VGEL.ME

Patching Function Bytecode in Python

Posted

Note to start off: this entire article is written with Python 3.x. It may, or may not work with 2.x. You can also access this article as an iPython notebook here.

Python is an amazingly introspective and hackable language, with a ton of cool features like metaclasses. One sadly unappreciated feature is the ability to not only inspect and disassemble, but actually programmatically modify the bytecode of Python functions from inside the script. While this sounds somewhat esoteric, I recently used it for an optimization, and decided to write a simple starter article on how to do it. (I'd like to warn that I'm not an expert in Python internals. If you see an error in this article please let me know so I can fix it).

To start off, let's declare a simple function we can play around with.

def func():
    a = 1
    b = 2
    c = a + b
    return c

I tried to avoid using any advanced Python features, just to keep the bytecode simple. However, syntax sugar like tuple unpacking and combined operator/assignment really doesn't add much complexity to the bytecode. Anyways, let's take a look at this function with Python's built-in disassembler (things like this are why I love Python):

>>> import dis
>>> dis.dis(func)

  2           0 LOAD_CONST               1 (1)
              3 STORE_FAST               0 (a)
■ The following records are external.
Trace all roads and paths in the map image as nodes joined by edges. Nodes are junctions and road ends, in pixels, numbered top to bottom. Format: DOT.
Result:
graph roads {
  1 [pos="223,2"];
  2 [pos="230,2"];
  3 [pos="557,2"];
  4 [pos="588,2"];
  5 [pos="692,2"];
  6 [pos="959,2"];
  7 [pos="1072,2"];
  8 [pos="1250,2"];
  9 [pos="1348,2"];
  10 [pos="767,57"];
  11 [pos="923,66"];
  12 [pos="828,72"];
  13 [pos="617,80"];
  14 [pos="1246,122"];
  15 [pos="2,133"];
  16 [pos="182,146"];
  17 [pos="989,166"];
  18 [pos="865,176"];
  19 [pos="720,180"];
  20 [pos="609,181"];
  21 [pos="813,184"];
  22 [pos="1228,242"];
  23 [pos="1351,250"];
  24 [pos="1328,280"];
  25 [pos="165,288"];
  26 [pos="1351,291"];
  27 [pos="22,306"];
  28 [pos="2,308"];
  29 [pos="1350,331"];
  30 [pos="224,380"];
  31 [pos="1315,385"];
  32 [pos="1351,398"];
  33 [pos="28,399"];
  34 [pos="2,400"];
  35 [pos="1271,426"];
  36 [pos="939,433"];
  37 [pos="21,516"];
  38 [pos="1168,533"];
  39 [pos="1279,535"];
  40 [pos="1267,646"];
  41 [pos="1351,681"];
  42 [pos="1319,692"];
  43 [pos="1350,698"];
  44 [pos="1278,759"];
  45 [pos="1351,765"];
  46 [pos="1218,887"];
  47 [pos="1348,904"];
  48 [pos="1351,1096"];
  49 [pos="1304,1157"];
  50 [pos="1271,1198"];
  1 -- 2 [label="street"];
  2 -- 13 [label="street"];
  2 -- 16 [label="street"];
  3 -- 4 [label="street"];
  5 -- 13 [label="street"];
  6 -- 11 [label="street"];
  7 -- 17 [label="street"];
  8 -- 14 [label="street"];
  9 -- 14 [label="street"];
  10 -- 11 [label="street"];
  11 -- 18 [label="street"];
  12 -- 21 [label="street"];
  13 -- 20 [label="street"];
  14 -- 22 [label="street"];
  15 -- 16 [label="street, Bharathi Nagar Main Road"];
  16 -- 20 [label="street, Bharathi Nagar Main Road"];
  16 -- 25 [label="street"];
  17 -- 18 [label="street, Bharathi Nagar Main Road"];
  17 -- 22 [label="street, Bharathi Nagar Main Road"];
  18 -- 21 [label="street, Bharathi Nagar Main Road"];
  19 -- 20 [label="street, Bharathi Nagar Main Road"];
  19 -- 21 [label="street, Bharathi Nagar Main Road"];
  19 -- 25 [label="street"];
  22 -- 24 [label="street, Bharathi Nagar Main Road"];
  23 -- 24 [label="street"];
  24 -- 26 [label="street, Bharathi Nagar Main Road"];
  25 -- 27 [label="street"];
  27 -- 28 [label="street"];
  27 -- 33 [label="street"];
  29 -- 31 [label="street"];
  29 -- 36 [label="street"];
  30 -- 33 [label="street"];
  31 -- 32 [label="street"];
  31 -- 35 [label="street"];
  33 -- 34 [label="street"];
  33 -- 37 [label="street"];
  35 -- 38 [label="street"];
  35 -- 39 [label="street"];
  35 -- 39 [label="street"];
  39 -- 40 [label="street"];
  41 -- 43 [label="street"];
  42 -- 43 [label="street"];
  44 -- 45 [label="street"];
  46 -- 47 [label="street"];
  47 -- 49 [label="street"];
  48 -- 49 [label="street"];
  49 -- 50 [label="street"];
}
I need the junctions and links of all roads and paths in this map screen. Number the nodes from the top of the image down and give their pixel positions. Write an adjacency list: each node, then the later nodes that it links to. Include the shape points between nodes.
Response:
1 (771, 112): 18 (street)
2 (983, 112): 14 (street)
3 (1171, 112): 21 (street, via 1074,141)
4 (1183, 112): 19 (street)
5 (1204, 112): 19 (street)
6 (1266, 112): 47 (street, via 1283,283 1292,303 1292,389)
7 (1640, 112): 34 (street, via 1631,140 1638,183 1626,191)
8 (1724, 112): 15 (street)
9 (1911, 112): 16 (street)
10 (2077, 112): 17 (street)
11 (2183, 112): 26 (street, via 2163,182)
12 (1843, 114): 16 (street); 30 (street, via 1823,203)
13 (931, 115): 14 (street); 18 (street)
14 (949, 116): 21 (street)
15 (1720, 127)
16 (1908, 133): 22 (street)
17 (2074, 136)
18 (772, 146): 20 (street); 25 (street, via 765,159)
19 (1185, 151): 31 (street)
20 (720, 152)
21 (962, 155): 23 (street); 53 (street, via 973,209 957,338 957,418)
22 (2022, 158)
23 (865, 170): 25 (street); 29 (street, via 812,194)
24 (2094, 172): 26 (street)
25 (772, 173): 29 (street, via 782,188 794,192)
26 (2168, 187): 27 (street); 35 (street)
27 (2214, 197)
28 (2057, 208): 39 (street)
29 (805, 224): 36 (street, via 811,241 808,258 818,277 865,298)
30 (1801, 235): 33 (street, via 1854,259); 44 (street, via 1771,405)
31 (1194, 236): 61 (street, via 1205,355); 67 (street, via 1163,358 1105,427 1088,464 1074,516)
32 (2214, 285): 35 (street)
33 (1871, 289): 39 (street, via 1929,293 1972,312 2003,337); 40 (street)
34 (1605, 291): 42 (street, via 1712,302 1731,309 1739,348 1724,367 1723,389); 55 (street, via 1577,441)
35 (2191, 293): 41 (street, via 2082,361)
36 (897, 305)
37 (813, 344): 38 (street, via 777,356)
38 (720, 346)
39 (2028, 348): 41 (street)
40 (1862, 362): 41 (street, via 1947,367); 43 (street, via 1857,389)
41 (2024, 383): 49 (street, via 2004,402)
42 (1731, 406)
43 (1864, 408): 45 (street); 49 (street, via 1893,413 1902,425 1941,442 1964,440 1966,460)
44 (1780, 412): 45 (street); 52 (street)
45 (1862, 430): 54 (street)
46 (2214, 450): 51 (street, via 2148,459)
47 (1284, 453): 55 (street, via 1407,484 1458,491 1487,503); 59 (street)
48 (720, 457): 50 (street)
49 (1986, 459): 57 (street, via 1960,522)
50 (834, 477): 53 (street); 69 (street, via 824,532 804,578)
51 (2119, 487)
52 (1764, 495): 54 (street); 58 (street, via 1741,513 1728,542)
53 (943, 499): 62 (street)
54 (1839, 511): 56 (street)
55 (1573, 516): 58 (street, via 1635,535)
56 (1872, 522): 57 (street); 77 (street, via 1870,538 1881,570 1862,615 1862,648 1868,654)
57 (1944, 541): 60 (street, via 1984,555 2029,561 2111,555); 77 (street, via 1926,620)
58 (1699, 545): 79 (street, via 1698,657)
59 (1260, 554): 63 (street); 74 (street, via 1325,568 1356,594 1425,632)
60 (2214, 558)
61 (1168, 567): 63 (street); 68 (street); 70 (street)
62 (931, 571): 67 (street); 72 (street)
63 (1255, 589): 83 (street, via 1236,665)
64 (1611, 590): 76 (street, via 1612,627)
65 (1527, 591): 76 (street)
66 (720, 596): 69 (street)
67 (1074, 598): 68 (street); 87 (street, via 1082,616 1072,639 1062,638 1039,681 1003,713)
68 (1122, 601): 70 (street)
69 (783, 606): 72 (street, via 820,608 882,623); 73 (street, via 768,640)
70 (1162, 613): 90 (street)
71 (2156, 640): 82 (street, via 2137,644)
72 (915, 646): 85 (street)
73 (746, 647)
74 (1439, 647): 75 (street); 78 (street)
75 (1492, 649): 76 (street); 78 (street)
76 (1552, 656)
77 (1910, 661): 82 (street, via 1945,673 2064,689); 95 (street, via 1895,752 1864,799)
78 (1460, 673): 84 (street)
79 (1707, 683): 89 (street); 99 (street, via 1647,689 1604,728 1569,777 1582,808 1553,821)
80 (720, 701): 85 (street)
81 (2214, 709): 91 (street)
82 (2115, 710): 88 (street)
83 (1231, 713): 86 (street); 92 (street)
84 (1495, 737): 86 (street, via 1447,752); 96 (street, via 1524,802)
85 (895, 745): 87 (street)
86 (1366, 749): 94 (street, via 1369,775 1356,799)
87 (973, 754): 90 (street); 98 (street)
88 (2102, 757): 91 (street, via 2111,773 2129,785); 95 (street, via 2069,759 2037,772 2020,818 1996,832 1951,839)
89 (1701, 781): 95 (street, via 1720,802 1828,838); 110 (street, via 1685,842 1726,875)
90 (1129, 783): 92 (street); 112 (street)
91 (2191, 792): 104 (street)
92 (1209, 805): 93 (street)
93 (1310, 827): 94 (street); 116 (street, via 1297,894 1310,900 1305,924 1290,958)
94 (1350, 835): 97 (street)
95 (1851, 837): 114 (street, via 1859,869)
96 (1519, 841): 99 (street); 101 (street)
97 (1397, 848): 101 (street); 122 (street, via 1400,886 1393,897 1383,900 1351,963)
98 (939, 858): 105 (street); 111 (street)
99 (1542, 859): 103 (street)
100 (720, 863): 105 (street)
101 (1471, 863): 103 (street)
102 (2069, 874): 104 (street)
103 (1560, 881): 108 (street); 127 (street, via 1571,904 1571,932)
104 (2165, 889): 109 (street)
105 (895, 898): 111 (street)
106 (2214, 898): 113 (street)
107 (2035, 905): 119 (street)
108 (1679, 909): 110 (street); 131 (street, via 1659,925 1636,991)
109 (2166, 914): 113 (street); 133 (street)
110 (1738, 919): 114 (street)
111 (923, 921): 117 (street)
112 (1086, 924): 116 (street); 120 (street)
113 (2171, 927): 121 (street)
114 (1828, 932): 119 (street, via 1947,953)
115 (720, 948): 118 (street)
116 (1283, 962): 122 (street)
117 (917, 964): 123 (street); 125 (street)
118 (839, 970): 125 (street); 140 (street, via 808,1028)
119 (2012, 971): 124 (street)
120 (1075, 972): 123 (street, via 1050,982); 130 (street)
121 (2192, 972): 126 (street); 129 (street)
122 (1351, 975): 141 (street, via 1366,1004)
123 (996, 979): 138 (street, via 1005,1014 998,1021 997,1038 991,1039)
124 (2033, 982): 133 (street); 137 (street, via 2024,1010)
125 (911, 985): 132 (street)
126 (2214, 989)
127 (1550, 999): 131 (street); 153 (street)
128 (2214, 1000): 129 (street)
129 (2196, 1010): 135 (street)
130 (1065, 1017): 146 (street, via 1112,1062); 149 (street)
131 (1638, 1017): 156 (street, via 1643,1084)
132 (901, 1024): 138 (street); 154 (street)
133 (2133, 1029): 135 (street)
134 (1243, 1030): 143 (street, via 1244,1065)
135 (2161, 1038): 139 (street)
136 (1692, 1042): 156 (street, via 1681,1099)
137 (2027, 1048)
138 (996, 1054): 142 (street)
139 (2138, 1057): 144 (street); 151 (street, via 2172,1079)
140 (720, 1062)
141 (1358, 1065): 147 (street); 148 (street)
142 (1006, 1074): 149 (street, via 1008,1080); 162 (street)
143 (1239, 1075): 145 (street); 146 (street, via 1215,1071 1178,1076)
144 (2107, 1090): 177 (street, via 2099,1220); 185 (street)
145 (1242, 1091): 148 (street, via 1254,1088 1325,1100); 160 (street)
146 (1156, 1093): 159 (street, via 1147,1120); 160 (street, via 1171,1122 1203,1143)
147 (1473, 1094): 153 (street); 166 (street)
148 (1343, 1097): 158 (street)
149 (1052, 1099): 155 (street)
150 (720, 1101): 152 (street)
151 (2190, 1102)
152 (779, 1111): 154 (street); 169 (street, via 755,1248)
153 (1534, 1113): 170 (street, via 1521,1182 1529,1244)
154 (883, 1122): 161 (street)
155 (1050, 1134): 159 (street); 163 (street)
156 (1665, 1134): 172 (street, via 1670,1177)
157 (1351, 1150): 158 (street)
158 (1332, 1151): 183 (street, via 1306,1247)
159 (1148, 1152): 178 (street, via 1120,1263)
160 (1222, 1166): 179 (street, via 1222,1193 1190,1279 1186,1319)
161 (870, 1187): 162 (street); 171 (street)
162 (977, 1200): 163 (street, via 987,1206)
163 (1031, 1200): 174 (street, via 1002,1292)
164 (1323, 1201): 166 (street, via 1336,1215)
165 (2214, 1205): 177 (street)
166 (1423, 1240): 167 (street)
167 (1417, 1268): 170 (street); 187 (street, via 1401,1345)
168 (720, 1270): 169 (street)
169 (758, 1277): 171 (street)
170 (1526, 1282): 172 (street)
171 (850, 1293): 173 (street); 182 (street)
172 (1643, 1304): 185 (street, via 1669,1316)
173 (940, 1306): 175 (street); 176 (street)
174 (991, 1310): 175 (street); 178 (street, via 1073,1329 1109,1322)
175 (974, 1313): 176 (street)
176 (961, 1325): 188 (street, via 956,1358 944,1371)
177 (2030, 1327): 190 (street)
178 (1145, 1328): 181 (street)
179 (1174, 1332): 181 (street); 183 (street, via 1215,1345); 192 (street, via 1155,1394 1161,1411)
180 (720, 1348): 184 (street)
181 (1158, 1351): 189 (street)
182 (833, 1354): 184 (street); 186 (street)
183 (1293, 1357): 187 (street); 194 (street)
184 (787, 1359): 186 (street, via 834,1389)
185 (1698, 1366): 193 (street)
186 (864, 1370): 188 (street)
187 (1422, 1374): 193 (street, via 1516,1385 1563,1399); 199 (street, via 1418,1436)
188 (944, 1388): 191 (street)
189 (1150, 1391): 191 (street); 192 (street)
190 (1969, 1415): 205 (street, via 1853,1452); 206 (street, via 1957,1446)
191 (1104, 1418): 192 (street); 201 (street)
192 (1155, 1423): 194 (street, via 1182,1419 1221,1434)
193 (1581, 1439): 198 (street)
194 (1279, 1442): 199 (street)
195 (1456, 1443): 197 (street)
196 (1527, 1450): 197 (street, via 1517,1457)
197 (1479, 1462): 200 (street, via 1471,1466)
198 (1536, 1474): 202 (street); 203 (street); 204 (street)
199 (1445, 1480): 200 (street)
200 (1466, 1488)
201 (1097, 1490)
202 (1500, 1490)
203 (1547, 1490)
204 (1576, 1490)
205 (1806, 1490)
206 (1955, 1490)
  3           6 LOAD_CONST               2 (2)
              9 STORE_FAST               1 (b)

  4          12 LOAD_FAST                0 (a)
             15 LOAD_FAST                1 (b)
             18 BINARY_ADD
             19 STORE_FAST               2 (c)

  5          22 LOAD_FAST                2 (c)
             25 RETURN_VALUE

That's actually not that complicated! The numbers on the far left are line numbers in the function. The number right before the opcode name is the byte offset that opcode starts at (Python opcodes are either 1 or 3 bytes each, depending on whether they take an argument [but can be extended 3 more bytes with EXTENDED_ARG]). The LOAD/STORE opcodes operate on the Python stack. STORE_FAST is the fast-path for storing to local variables. That means that the first 4 opcodes are simply storing 1 to a and 2 to b. Next, we load a and b again, and use the BINARY_ADD opcode to add them. That is STORE_FAST'd to c, and finally c is loaded and returned. Simple!

Now, lets take a look at the REAL opcodes. dis just prints them prettily for us, but behind the scenes these opcodes are really just bytes.

>>> print(func.__code__.co_code)

b'd\x01\x00}\x00\x00d\x02\x00}\x01\x00|\x00\x00|\x01\x00\x17}\x02\x00|\x02\x00S'

That's what the bytecode really looks like. It's a bytes object, so print is treating it like a string. Lets look at the raw numbers instead.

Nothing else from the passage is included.